CV and online profile

Your first job has a disproportionate impact on the direction of your professional life. Work harder than ever before to get short-listed for relevant interviews and clearing them successfully. The first step is building up your CV and online profile. Compose a professional looking LinkedIn profile with a sober display picture and clean up your social media accounts to remove immature stuff. Set aside at least two weeks to rework your CV and placement brochure profile until you reach the mark of excellence. Review online resources and invite inputs from friends and seniors to improve your resume. Modify your resume each time you apply based on the job description and your research on the company.

Interview preparation

You should spend a couple of months preparing for the selection process which may include group discussions, aptitude tests, technical interviews, subject matter interviews, coding tests and HR interviews. If it is a general interview, be on top of your core studies whether it is procedural or substantive law. If there are aptitude or coding tests, research online for past question papers and expected test formats and practice taking tests relentlessly instead of studying your standard law  textbooks.

Mock practice

The biggest challenge you will face is your lack of exposure to a verbal selection process. For a group discussion, get a group of friends together and practice multiple mock group discussions. For all other interviews, build a question bank from various online resources and practice answering aloud in front of a mirror. Perform mock interviews with as many people as possible including family members, friends,campus seniors, etc.

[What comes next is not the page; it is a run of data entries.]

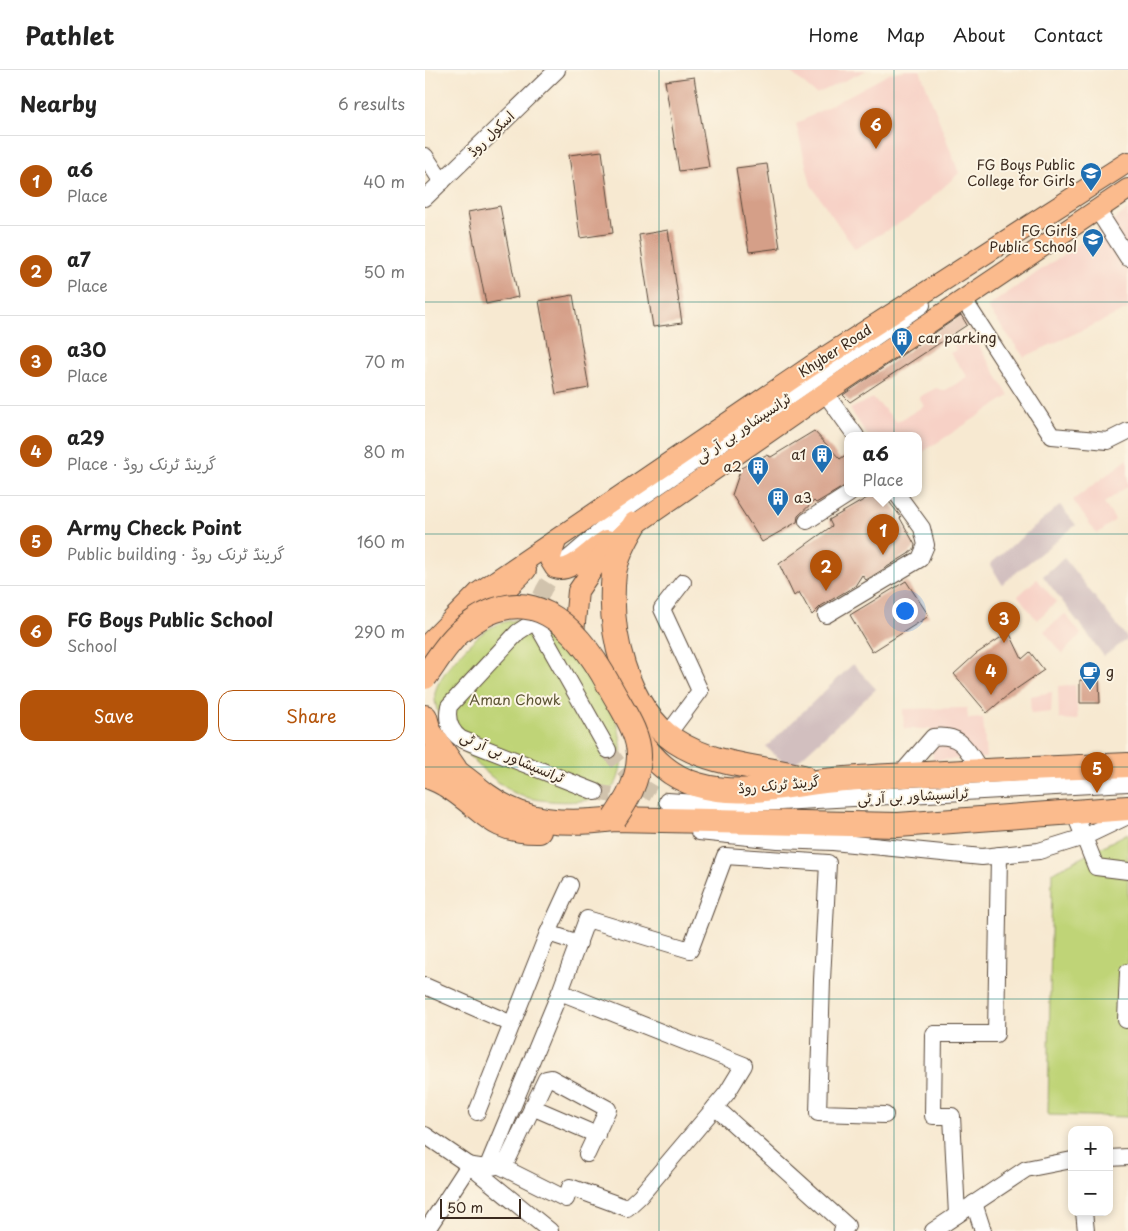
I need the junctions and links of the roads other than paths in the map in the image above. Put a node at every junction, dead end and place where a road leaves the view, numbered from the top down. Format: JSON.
{"nodes":[{"id":1,"x":557,"y":70,"type":"edge"},
{"id":2,"x":425,"y":156,"type":"edge"},
{"id":3,"x":1128,"y":162,"type":"edge"},
{"id":4,"x":1128,"y":168,"type":"edge"},
{"id":5,"x":442,"y":182,"type":"junction"},
{"id":6,"x":1128,"y":189,"type":"edge"},
{"id":7,"x":425,"y":198,"type":"edge"},
{"id":8,"x":1098,"y":210,"type":"junction"},
{"id":9,"x":1128,"y":258,"type":"edge"},
{"id":10,"x":964,"y":300,"type":"junction"},
{"id":11,"x":822,"y":385,"type":"junction"},
{"id":12,"x":1128,"y":431,"type":"edge"},
{"id":13,"x":853,"y":432,"type":"edge"},
{"id":14,"x":844,"y":497,"type":"edge"},
{"id":15,"x":899,"y":497,"type":"edge"},
{"id":16,"x":807,"y":521,"type":"dead end"},
{"id":17,"x":632,"y":526,"type":"junction"},
{"id":18,"x":551,"y":544,"type":"junction"},
{"id":19,"x":563,"y":563,"type":"tunnel mouth"},
{"id":20,"x":683,"y":582,"type":"dead end"},
{"id":21,"x":827,"y":615,"type":"dead end"},
{"id":22,"x":460,"y":632,"type":"junction"},
{"id":23,"x":574,"y":633,"type":"junction"},
{"id":24,"x":425,"y":647,"type":"edge"},
{"id":25,"x":425,"y":677,"type":"edge"},
{"id":26,"x":425,"y":717,"type":"edge"},
{"id":27,"x":668,"y":734,"type":"junction"},
{"id":28,"x":637,"y":738,"type":"junction"},
{"id":29,"x":608,"y":750,"type":"tunnel mouth"},
{"id":30,"x":425,"y":759,"type":"edge"},
{"id":31,"x":1128,"y":765,"type":"edge"},
{"id":32,"x":455,"y":769,"type":"junction"},
{"id":33,"x":981,"y":771,"type":"junction"},
{"id":34,"x":425,"y":775,"type":"edge"},
{"id":35,"x":900,"y":775,"type":"junction"},
{"id":36,"x":819,"y":781,"type":"junction"},
{"id":37,"x":1128,"y":783,"type":"edge"},
{"id":38,"x":596,"y":792,"type":"tunnel mouth"},
{"id":39,"x":667,"y":801,"type":"tunnel mouth"},
{"id":40,"x":1128,"y":808,"type":"edge"},
{"id":41,"x":1074,"y":812,"type":"junction"},
{"id":42,"x":1128,"y":816,"type":"edge"},
{"id":43,"x":614,"y":819,"type":"junction"},
{"id":44,"x":898,"y":825,"type":"junction"},
{"id":45,"x":699,"y":832,"type":"junction"},
{"id":46,"x":1084,"y":837,"type":"junction"},
{"id":47,"x":999,"y":856,"type":"junction"},
{"id":48,"x":1128,"y":871,"type":"edge"},
{"id":49,"x":570,"y":885,"type":"dead end"},
{"id":50,"x":549,"y":933,"type":"junction"},
{"id":51,"x":579,"y":943,"type":"junction"},
{"id":52,"x":1128,"y":972,"type":"edge"},
{"id":53,"x":425,"y":986,"type":"edge"},
{"id":54,"x":559,"y":992,"type":"junction"},
{"id":55,"x":1123,"y":1020,"type":"edge"},
{"id":56,"x":512,"y":1024,"type":"junction"},
{"id":57,"x":532,"y":1107,"type":"junction"},
{"id":58,"x":715,"y":1107,"type":"junction"},
{"id":59,"x":477,"y":1112,"type":"dead end"},
{"id":60,"x":885,"y":1114,"type":"dead end"},
{"id":61,"x":425,"y":1135,"type":"edge"},
{"id":62,"x":597,"y":1135,"type":"junction"},
{"id":63,"x":587,"y":1154,"type":"dead end"},
{"id":64,"x":1128,"y":1157,"type":"edge"},
{"id":65,"x":1113,"y":1158,"type":"edge"},
{"id":66,"x":1068,"y":1161,"type":"edge"},
{"id":67,"x":469,"y":1165,"type":"junction"},
{"id":68,"x":493,"y":1167,"type":"junction"},
{"id":69,"x":974,"y":1203,"type":"junction"},
{"id":70,"x":957,"y":1215,"type":"junction"},
{"id":71,"x":1084,"y":1216,"type":"edge"},
{"id":72,"x":426,"y":1231,"type":"edge"},
{"id":73,"x":550,"y":1231,"type":"edge"},
{"id":74,"x":842,"y":1231,"type":"edge"},
{"id":75,"x":933,"y":1231,"type":"edge"},
{"id":76,"x":983,"y":1231,"type":"edge"},
{"id":77,"x":1086,"y":1231,"type":"edge"}],
"edges":[{"from":1,"to":5,"type":"street","name":"اسکول روڈ"},
{"from":2,"to":5,"type":"street"},
{"from":3,"to":18,"type":"main road","name":"Khyber Road"},
{"from":4,"to":11,"type":"street","name":"ٹرانسپشاور بی آر ٹی"},
{"from":5,"to":7,"type":"street","name":"اسکول روڈ"},
{"from":6,"to":8,"type":"main road","name":"Khyber Road"},
{"from":8,"to":9,"type":"street"},
{"from":8,"to":10,"type":"main road","name":"Khyber Road"},
{"from":10,"to":11,"type":"main road","name":"Khyber Road"},
{"from":10,"to":12,"type":"street"},
{"from":11,"to":13,"type":"street"},
{"from":11,"to":17,"type":"main road","name":"Khyber Road"},
{"from":11,"to":19,"type":"street","name":"ٹرانسپشاور بی آر ٹی"},
{"from":14,"to":16,"type":"street"},
{"from":15,"to":21,"type":"street"},
{"from":17,"to":18,"type":"main road"},
{"from":17,"to":23,"type":"main road"},
{"from":17,"to":27,"type":"highway"},
{"from":18,"to":22,"type":"main road","bridge":true},
{"from":18,"to":24,"type":"main road"},
{"from":20,"to":27,"type":"street"},
{"from":22,"to":23,"type":"highway","name":"گرینڈ ٹرنک روڈ","bridge":true},
{"from":22,"to":25,"type":"highway","name":"گرینڈ ٹرنک روڈ","bridge":true},
{"from":23,"to":28,"type":"highway","name":"گرینڈ ٹرنک روڈ","bridge":true},
{"from":26,"to":32,"type":"highway"},
{"from":27,"to":36,"type":"highway"},
{"from":28,"to":36,"type":"highway","name":"گرینڈ ٹرنک روڈ"},
{"from":28,"to":43,"type":"highway","bridge":true},
{"from":29,"to":38,"type":"street","name":"ٹرانسپشاور بی آر ٹی"},
{"from":30,"to":32,"type":"highway"},
{"from":31,"to":33,"type":"highway","name":"گرینڈ ٹرنک روڈ"},
{"from":32,"to":43,"type":"highway"},
{"from":33,"to":35,"type":"highway","name":"گرینڈ ٹرنک روڈ"},
{"from":33,"to":35,"type":"street"},
{"from":34,"to":45,"type":"highway"},
{"from":35,"to":36,"type":"highway","name":"گرینڈ ٹرنک روڈ"},
{"from":37,"to":39,"type":"street","name":"ٹرانسپشاور بی آر ٹی"},
{"from":40,"to":41,"type":"highway"},
{"from":41,"to":44,"type":"highway"},
{"from":41,"to":46,"type":"street"},
{"from":42,"to":46,"type":"street"},
{"from":43,"to":44,"type":"highway"},
{"from":44,"to":45,"type":"highway"},
{"from":45,"to":47,"type":"street"},
{"from":46,"to":47,"type":"street"},
{"from":46,"to":48,"type":"street"},
{"from":47,"to":70,"type":"street"},
{"from":49,"to":50,"type":"street"},
{"from":50,"to":51,"type":"street"},
{"from":50,"to":56,"type":"street"},
{"from":51,"to":54,"type":"street"},
{"from":51,"to":60,"type":"street"},
{"from":52,"to":55,"type":"street"},
{"from":53,"to":56,"type":"street"},
{"from":54,"to":58,"type":"street"},
{"from":54,"to":68,"type":"street"},
{"from":56,"to":59,"type":"street"},
{"from":57,"to":62,"type":"street"},
{"from":57,"to":62,"type":"street"},
{"from":57,"to":68,"type":"street"},
{"from":58,"to":68,"type":"street"},
{"from":58,"to":74,"type":"street"},
{"from":61,"to":67,"type":"street"},
{"from":62,"to":63,"type":"street"},
{"from":64,"to":65,"type":"street"},
{"from":66,"to":69,"type":"street"},
{"from":67,"to":68,"type":"street"},
{"from":67,"to":72,"type":"street"},
{"from":67,"to":73,"type":"street"},
{"from":69,"to":70,"type":"street"},
{"from":69,"to":76,"type":"street"},
{"from":70,"to":75,"type":"street"},
{"from":71,"to":77,"type":"street"}]}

You will discover a huge improvement in your confidence and interview technique. Learn that communication involves not only the content but also your confidence, appearance, body language, tone and volume of your voice. Work out for a neutral accent and clean English without use of colloquial or swear words. Find and eliminate repetitive fillers in your speech like – “umm”, “ahh”, “I say”. Lastly, practice responding professionally to criticism in an aggressive or stress interview.

Line and HR interviews

Interviews by line managers (your future bosses) mainly include technical interviews or problem solving. Months of preparation will see you through here. More than the right answer, they are interested in knowing your approach to solving a coding problem or a case study, how you think in the hot seat, how you communicate and if your attitude is logical, analytical, positive and enthusiastic. The general or HR interviews are designed to understand you as a person and will involve both personal and behavioural questions.

Check whether you display emotional maturity and have a value system that motivates you and keeps you stable as an adult? Remember, behavioural questions are open-ended like describing an experience where you failed and what did you do. Remember also to work on each line of your CV and be ready to answer questions with examples. Finally, you should have a 2-minute summary ready, selling your biggest achievements and your background if you are asked to speak about yourself.